▶ **Goal of the exercise**:
Would you find each line in the entries below with the string "dead" and copy it?

**** Supplied information ****

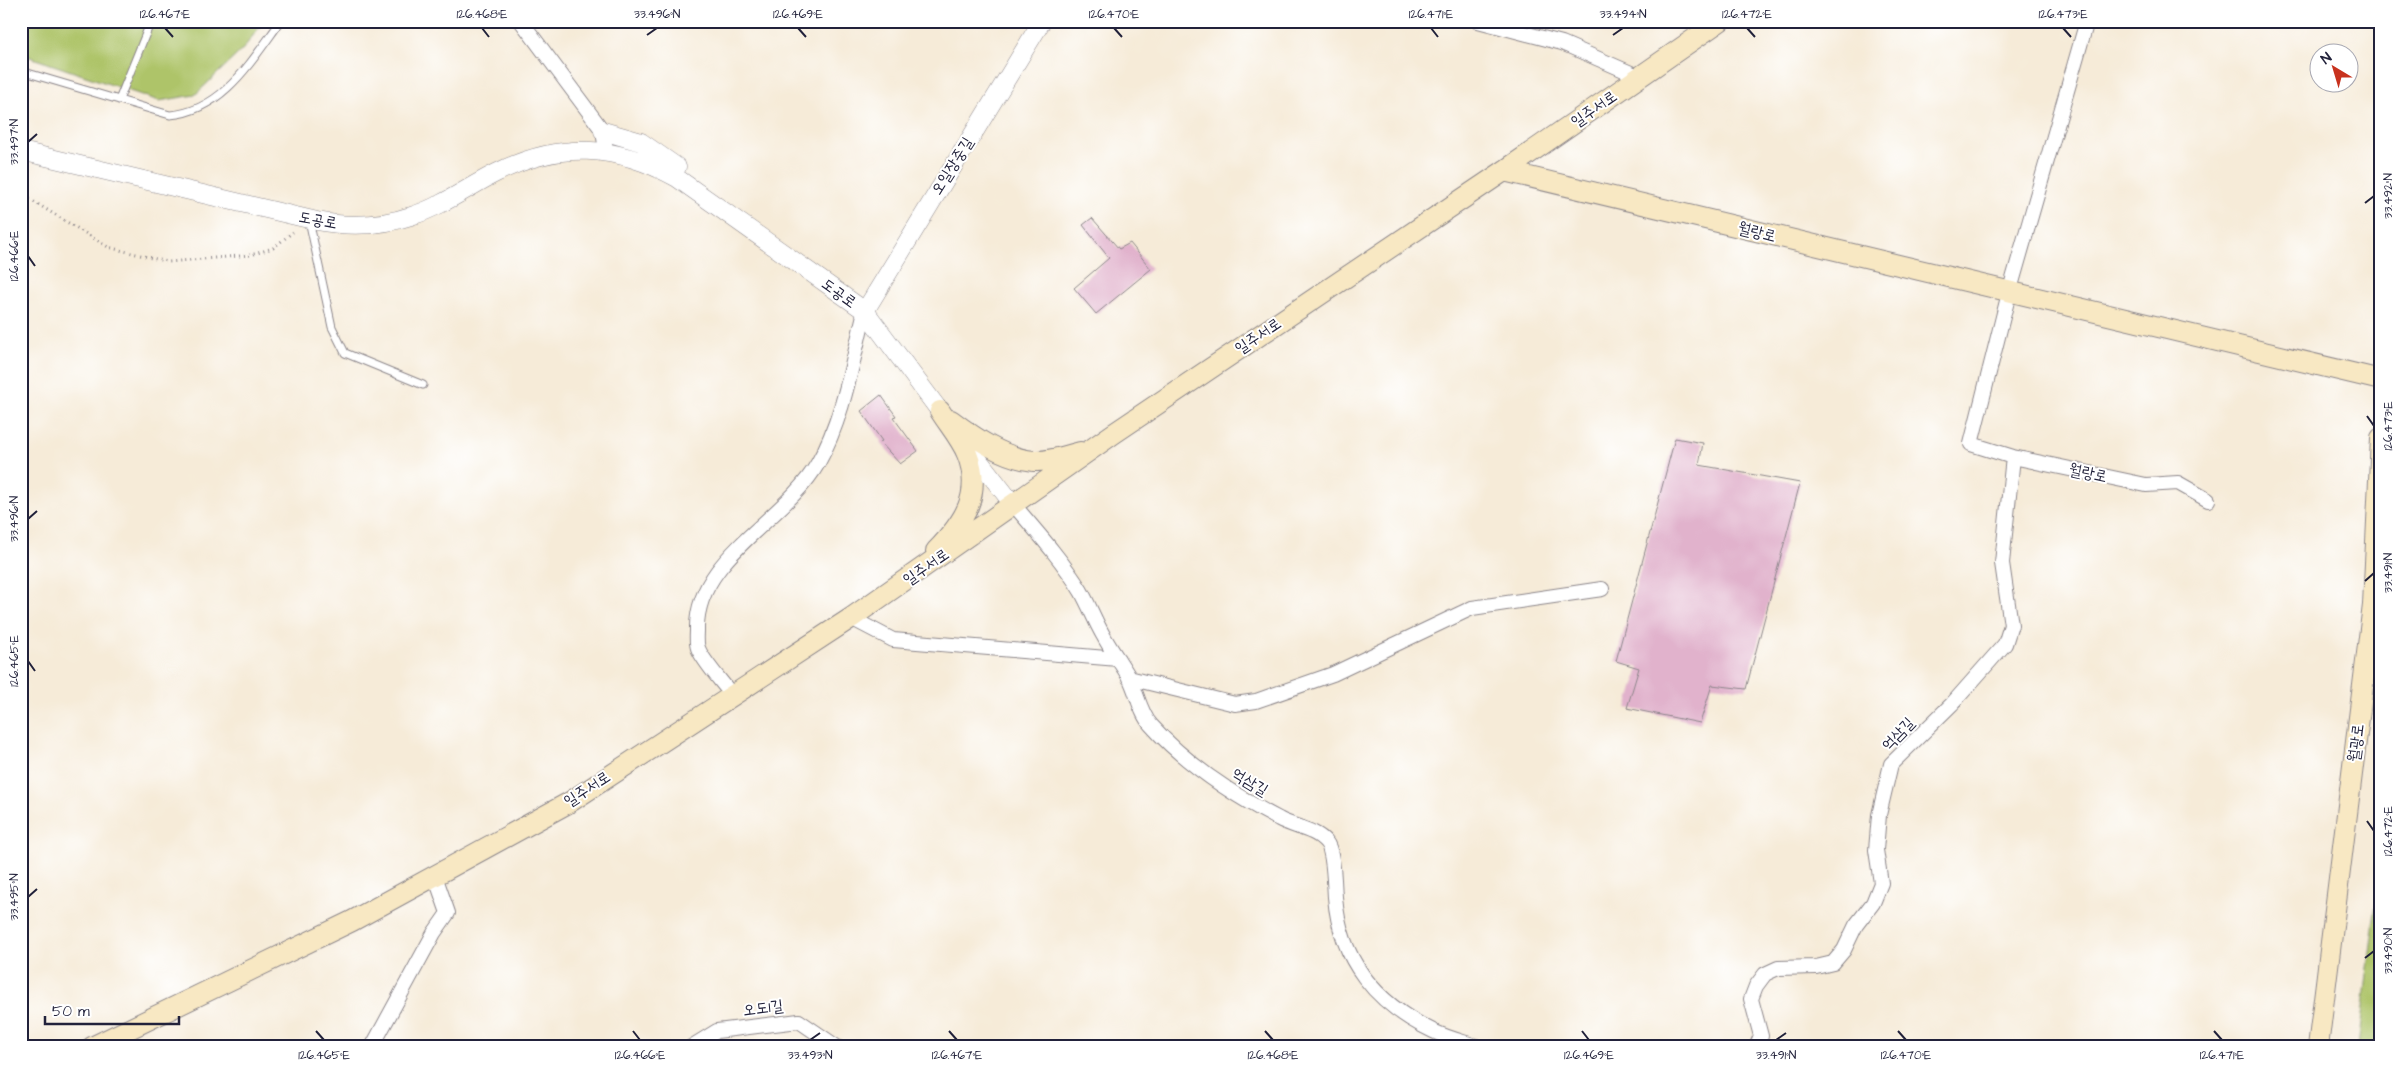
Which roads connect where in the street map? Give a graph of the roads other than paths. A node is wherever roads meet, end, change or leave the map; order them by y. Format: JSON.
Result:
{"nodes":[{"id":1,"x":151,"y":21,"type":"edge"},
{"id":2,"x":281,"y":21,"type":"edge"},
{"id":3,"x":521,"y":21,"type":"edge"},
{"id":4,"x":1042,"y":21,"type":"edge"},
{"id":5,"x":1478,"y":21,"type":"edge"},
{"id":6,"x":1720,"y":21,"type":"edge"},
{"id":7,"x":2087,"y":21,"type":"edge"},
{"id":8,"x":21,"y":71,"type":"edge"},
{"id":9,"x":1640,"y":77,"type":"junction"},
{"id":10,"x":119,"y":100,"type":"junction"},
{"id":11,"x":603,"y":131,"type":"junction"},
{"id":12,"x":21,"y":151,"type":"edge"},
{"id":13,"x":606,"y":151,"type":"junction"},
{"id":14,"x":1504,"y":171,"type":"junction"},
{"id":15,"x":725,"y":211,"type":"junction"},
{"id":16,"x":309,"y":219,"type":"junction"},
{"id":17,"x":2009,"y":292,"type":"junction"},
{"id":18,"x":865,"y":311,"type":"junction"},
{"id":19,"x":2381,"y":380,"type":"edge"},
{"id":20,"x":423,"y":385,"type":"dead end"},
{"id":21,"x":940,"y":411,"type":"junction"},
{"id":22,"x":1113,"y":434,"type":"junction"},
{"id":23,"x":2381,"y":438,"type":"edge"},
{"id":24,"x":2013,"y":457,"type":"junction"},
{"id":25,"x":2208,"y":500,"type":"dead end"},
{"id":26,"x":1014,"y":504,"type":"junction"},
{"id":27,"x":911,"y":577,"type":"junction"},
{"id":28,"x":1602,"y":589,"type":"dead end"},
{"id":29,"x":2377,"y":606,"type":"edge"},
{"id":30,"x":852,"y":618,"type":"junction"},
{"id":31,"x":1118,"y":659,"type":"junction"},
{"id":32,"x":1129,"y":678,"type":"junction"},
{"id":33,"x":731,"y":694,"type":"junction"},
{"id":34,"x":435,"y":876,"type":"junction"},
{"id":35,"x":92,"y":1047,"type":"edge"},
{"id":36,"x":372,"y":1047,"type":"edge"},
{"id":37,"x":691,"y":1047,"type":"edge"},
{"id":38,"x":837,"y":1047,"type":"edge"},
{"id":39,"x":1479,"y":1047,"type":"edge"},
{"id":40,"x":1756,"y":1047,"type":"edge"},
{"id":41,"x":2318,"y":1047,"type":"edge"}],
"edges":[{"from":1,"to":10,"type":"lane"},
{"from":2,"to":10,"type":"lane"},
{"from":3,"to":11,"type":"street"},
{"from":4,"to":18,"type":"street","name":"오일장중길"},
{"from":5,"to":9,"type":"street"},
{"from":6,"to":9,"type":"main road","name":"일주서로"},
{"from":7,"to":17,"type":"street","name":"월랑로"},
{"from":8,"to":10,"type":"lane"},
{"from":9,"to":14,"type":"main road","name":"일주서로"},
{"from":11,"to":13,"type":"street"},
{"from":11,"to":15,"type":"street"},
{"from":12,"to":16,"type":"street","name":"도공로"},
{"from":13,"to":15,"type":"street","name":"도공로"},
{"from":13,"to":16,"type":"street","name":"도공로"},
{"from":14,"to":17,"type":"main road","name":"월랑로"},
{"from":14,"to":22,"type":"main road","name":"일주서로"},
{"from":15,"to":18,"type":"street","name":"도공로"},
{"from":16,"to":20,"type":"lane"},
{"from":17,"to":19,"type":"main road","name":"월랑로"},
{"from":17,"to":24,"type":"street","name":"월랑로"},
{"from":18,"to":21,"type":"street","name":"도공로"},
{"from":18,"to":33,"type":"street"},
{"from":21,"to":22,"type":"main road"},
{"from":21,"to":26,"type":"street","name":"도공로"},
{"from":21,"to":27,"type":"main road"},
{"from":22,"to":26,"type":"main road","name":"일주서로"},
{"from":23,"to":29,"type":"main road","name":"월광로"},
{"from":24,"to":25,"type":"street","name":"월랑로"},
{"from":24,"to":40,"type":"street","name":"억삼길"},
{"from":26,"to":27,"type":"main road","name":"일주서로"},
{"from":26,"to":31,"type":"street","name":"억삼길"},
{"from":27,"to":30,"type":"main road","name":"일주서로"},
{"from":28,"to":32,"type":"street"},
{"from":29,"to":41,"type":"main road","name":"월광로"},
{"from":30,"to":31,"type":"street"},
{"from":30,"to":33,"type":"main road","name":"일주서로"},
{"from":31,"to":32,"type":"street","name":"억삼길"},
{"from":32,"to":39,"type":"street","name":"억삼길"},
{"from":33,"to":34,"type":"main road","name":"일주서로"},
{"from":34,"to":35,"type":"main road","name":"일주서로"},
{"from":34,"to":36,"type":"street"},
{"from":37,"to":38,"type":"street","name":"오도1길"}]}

****

▶ **Exercise output**:
{"id":20,"x":423,"y":385,"type":"dead end"},
{"id":25,"x":2208,"y":500,"type":"dead end"},
{"id":28,"x":1602,"y":589,"type":"dead end"},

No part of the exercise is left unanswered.